Required action:
Would you go through the records below and copy each line with the string "canvas"?

Recorded data:
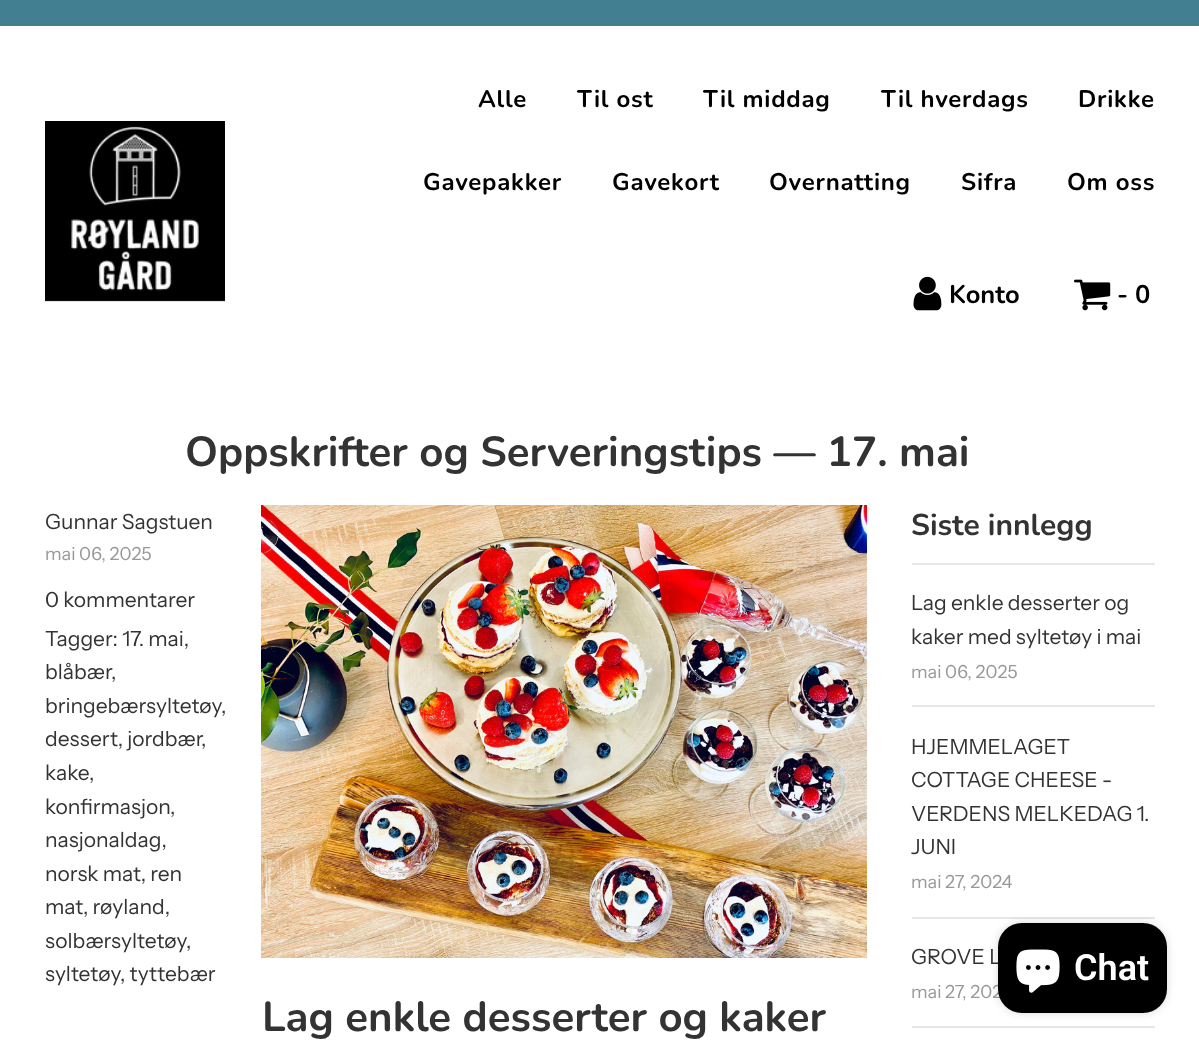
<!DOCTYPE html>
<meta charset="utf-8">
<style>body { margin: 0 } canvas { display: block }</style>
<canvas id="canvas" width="1199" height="1044"></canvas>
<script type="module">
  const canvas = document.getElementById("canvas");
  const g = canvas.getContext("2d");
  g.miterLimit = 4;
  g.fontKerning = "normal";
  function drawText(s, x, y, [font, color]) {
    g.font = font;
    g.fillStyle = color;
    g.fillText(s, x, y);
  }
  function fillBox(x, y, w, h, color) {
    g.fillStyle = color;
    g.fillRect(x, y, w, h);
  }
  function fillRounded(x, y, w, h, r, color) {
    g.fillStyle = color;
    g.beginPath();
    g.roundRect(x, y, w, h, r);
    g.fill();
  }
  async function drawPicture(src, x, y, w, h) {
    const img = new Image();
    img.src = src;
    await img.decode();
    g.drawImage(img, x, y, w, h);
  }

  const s1 = ["bold 24px Nunito", "#000000"];
  const s2 = ["bold 25.5px Nunito", "#000000"];
  const s3 = ["bold 42px Nunito", "#333333"];
  const s4 = ["21px Instrument Sans", "#333333"];
  const s5 = ["18px Instrument Sans", "#999999"];
  const s6 = ["bold 30px Nunito", "#333333"];
  const s7 = ["600 36px Roboto", "#FFFFFF"];

  fillBox(0, 0, 1199, 1044, "#FFFFFF");
  fillBox(0, 0, 1199, 26, "#427F90");
  await drawPicture("pic1.png", 45, 121, 180, 181);
  g.letterSpacing = "0.75px";
  drawText("Alle", 478, 107, s1);
  drawText("Til ost", 577, 107, s1);
  drawText("Til middag", 703, 107, s1);
  drawText("Til hverdags", 881, 107, s1);
  drawText("Drikke", 1078, 107, s1);
  drawText("Gavepakker", 423, 190, s1);
  drawText("Gavekort", 612, 190, s1);
  drawText("Overnatting", 769, 190, s1);
  drawText("Sifra", 961, 190, s1);
  drawText("Om oss", 1067, 190, s1);
  await drawPicture("pic2.png", 913, 276, 29, 35);
  g.letterSpacing = "0px";
  drawText("Konto", 949, 303, s2);
  await drawPicture("pic3.png", 1074, 279, 37, 32);
  drawText("- 0", 1117, 303, s2);
  drawText("Oppskrifter og Serveringstips — 17. mai", 185, 466, s3);
  drawText("Gunnar Sagstuen", 45, 529, s4);
  drawText("mai 06, 2025", 45, 560, s5);
  drawText("0 kommentarer", 45, 607, s4);
  drawText("Tagger: 17. mai,", 45, 646, s4);
  drawText("blåbær", 45, 679, s4);
  drawText(",", 111, 679, s4);
  drawText("bringebærsyltetøy", 45, 713, s4);
  drawText(",", 221, 713, s4);
  drawText("dessert, jordbær", 45, 746, s4);
  drawText(",", 201, 746, s4);
  drawText("kake", 45, 780, s4);
  drawText(",", 89, 780, s4);
  drawText("konfirmasjon", 45, 814, s4);
  drawText(",", 170, 814, s4);
  drawText("nasjonaldag,", 45, 847, s4);
  drawText("norsk mat, ren", 45, 881, s4);
  drawText("mat, røyland,", 45, 914, s4);
  drawText("solbærsyltetøy", 45, 948, s4);
  drawText(",", 186, 948, s4);
  drawText("syltetøy", 45, 981, s4);
  drawText(", tyttebær", 120, 981, s4);
  await drawPicture("pic4.png", 261, 505, 606, 453);
  drawText("Lag enkle desserter og kaker", 262, 1031, s3);
  drawText("Siste innlegg", 911, 535, s6);
  fillBox(912, 563, 243, 2, "#E6E6E6");
  drawText("Lag enkle desserter og", 911, 610, s4);
  drawText("kaker med syltetøy i mai", 911, 644, s4);
  drawText("mai 06, 2025", 911, 678, s5);
  fillBox(912, 705, 243, 2, "#E6E6E6");
  drawText("HJEMMELAGET", 911, 754, s4);
  drawText("COTTAGE CHEESE -", 911, 787, s4);
  drawText("VERDENS MELKEDAG 1.", 911, 821, s4);
  drawText("JUNI", 911, 854, s4);
  drawText("mai 27, 2024", 911, 888, s5);
  fillBox(912, 917, 243, 2, "#E6E6E6");
  drawText("GROVE L", 911, 964, s4);
  drawText("mai 27, 202", 911, 998, s5);
  fillBox(912, 1026, 243, 2, "#E6E6E6");
  g.fillStyle = "rgba(0, 0, 0, 0.15)";
  g.filter = "blur(4px)";
  g.beginPath();
  g.roundRect(998, 923, 169, 90, 24);
  g.fill();
  g.filter = "none";
  fillRounded(998, 923, 169, 90, 24, "#000000");
  await drawPicture("pic5.png", 1016, 949, 44, 44);
  drawText("Chat", 1074, 980, s7);
</script>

Answer section:
<style>body { margin: 0 } canvas { display: block }</style>
<canvas id="canvas" width="1199" height="1044"></canvas>
  const canvas = document.getElementById("canvas");
  const g = canvas.getContext("2d");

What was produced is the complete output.